33Dans cette partie, nous présenterons la perception des répondants relative au rôle des réseaux sur le projet, de manière chronologique, et ce en suivant le phasage proposé par Eggers et Singh (2009) : l’émergence des idées, la phase de sélection, la mise en œuvre et la diffusion.

Phase 1 : l’émergence de l’idée du vote électronique

  • 6 Le chancelier est le plus haut fonctionnaire d’une administration cantonale, il dirige le service s (...)

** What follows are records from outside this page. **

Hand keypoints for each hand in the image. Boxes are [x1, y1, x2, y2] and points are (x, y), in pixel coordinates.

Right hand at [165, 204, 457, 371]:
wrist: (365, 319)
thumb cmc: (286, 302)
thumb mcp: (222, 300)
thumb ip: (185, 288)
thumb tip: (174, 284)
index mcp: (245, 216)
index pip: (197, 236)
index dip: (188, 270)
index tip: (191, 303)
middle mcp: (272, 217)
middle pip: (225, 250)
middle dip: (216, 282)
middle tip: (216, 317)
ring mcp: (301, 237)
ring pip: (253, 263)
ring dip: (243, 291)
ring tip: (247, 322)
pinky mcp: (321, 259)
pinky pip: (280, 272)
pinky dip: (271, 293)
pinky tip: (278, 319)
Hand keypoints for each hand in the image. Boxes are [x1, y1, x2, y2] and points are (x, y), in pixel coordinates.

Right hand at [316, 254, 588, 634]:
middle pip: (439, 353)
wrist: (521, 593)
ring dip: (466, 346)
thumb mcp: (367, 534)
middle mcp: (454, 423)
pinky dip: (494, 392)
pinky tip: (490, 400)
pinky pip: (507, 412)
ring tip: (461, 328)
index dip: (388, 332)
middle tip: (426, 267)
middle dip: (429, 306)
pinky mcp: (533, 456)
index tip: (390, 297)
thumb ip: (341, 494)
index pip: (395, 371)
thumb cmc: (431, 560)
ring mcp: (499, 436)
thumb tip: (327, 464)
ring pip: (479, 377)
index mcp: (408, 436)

34Selon les répondants, deux éléments essentiels sont susceptibles d’expliquer l’émergence de l’idée du VE. Le premier est l’inscription du projet dans une dynamique plus longue de numérisation des processus. Le canton aurait amorcé de nombreux projets de ce type dans plusieurs domaines et ce, grâce à son « dynamisme » et sa culture perçue comme plutôt centraliste. Le deuxième argument avancé par les répondants pour expliquer l’émergence du projet est quasi-unanimement le rôle du chancelier6 de l’époque (à la tête du service stratégique de l’administration cantonale). Cet homme est décrit tour à tour comme « un visionnaire », « un leader », « un fonceur » ou un homme possédant un fort caractère. C’est lui qui aurait saisi l’appel de la chancellerie fédérale et mis sur pied une équipe de projet qu’il va soutenir tout du long auprès de l’exécutif cantonal. Le rôle qu’occupe ce chancelier dans l’émergence du projet est fondamental pour nos répondants, au point qu’il semble l’incarner. Dans cette phase, le rôle des réseaux d’acteurs est assez peu évoqué.

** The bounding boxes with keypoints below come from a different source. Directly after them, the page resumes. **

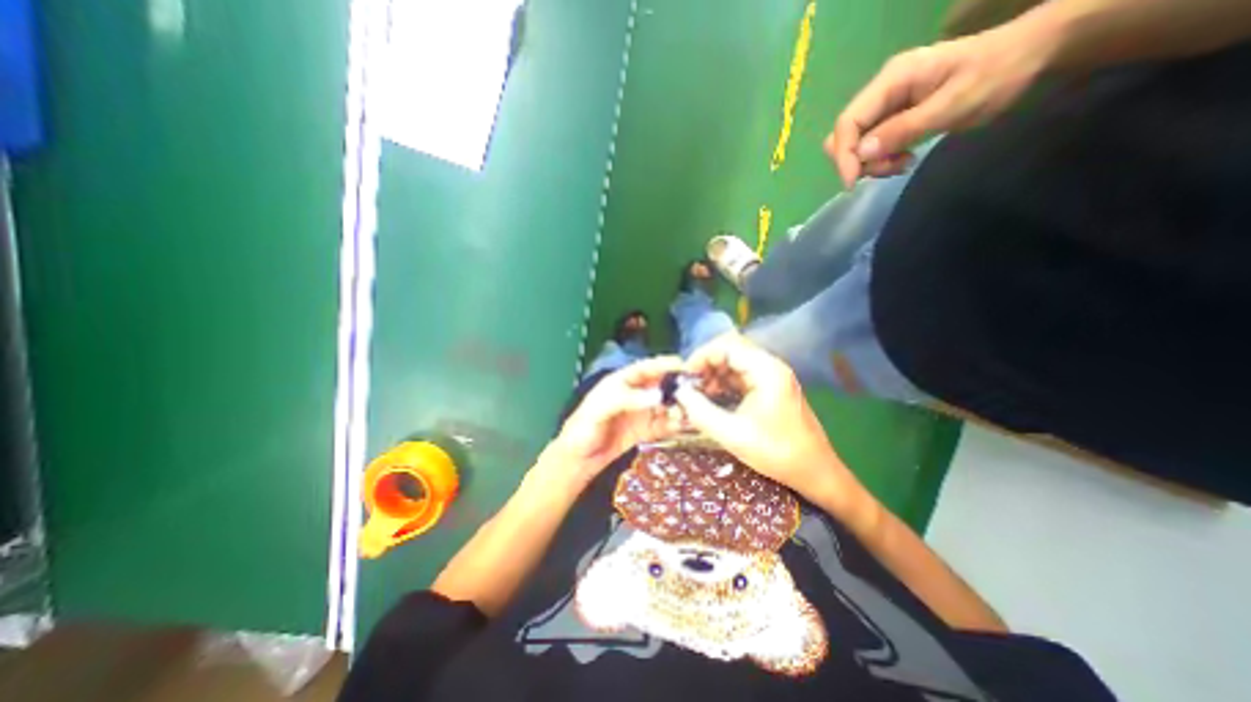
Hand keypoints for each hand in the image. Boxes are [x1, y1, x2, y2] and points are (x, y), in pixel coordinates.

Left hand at [548, 356, 682, 481]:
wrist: (577, 460)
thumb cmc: (583, 428)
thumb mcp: (601, 409)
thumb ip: (628, 400)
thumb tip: (658, 395)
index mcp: (620, 382)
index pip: (645, 368)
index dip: (663, 365)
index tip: (683, 365)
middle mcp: (633, 394)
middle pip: (659, 385)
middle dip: (676, 386)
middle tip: (695, 390)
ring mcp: (640, 413)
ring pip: (664, 405)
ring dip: (678, 406)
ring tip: (692, 410)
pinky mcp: (644, 430)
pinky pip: (662, 424)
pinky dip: (673, 424)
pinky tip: (683, 425)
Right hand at [674, 335, 873, 514]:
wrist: (816, 472)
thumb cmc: (777, 453)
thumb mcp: (732, 434)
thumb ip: (700, 412)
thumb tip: (678, 393)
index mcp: (766, 370)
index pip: (727, 346)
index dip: (702, 356)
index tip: (684, 376)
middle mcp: (770, 367)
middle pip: (731, 351)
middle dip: (706, 366)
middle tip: (688, 386)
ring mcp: (772, 377)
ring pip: (734, 364)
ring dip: (713, 375)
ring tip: (696, 394)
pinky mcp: (770, 389)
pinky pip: (741, 377)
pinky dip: (723, 384)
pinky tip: (712, 399)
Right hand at [829, 20, 1046, 184]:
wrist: (1027, 57)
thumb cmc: (996, 74)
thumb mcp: (953, 104)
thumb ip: (904, 129)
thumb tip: (860, 154)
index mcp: (891, 80)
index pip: (847, 122)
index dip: (844, 155)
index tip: (853, 183)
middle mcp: (880, 93)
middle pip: (845, 136)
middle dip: (857, 161)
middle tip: (890, 168)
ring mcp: (885, 106)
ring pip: (855, 145)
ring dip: (871, 163)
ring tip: (902, 163)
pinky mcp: (891, 118)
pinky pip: (871, 147)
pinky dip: (881, 160)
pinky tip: (904, 158)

Phase 2 : la sélection des solutions

35À la suite de la décision du chancelier de relever le défi du VE, celui-ci monte une équipe de projet, composée d’une demi-douzaine de collaborateurs (l’équipe « initiale » dont trois de nos répondants font partie). Celle-ci est chargée de développer le système technique et de le mettre en œuvre. Cette étape est décrite comme relativement courte par nos répondants. Assez rapidement, l’équipe imagine les modalités techniques du VE qui sont plus ou moins celles d’aujourd’hui. En 2003 a lieu le premier scrutin VE dans une petite commune du canton dont le maire est également membre de l’équipe initiale. Le succès de cette phase est facilité, selon les répondants, par les caractéristiques de l’équipe. Ses membres auraient des parcours variés, des formations différentes et partageraient une culture de l’innovation, c’est-à-dire « le courage de prendre des risques » tout en gardant un certain « pragmatisme ». Les réseaux d’acteurs sont évoqués explicitement pour la première fois dans cette phase. C’est notamment le cas du « réseau des maires » : le maire de la commune pilote, également membre de l’équipe, dispose d’un grand capital sympathie et de plusieurs relations auprès de nombreux autres maires du canton (qu’il nomme « collègues »), parfois aussi députés cantonaux. Ceci fut un grand avantage pour le projet selon nos interlocuteurs, et ce pour trois raisons. Tout d’abord, parce que l’équipe a eu la capacité de sonder et d’anticiper les potentielles résistances des acteurs politiques (maires et députés-maires) ; ensuite parce qu’il a été dès lors possible d’identifier des « ambassadeurs », adjuvants capables de soutenir le VE auprès de leurs réseaux respectifs ; enfin parce que le projet a capitalisé sur la « confiance » (ce mot revient beaucoup pour décrire les relations entre maires) que les maires accordent à leur confrère. Si celui-ci utilise le VE dans sa propre commune, c’est qu’il doit être sûr : « ce n’est pas une lubie de technocrates » explique un de nos répondants. Notons que les maires peuvent utiliser le VE au niveau de leurs communes, mais pour une utilisation cantonale ils ne sont pas partie prenante de la décision, qui revient au parlement cantonal.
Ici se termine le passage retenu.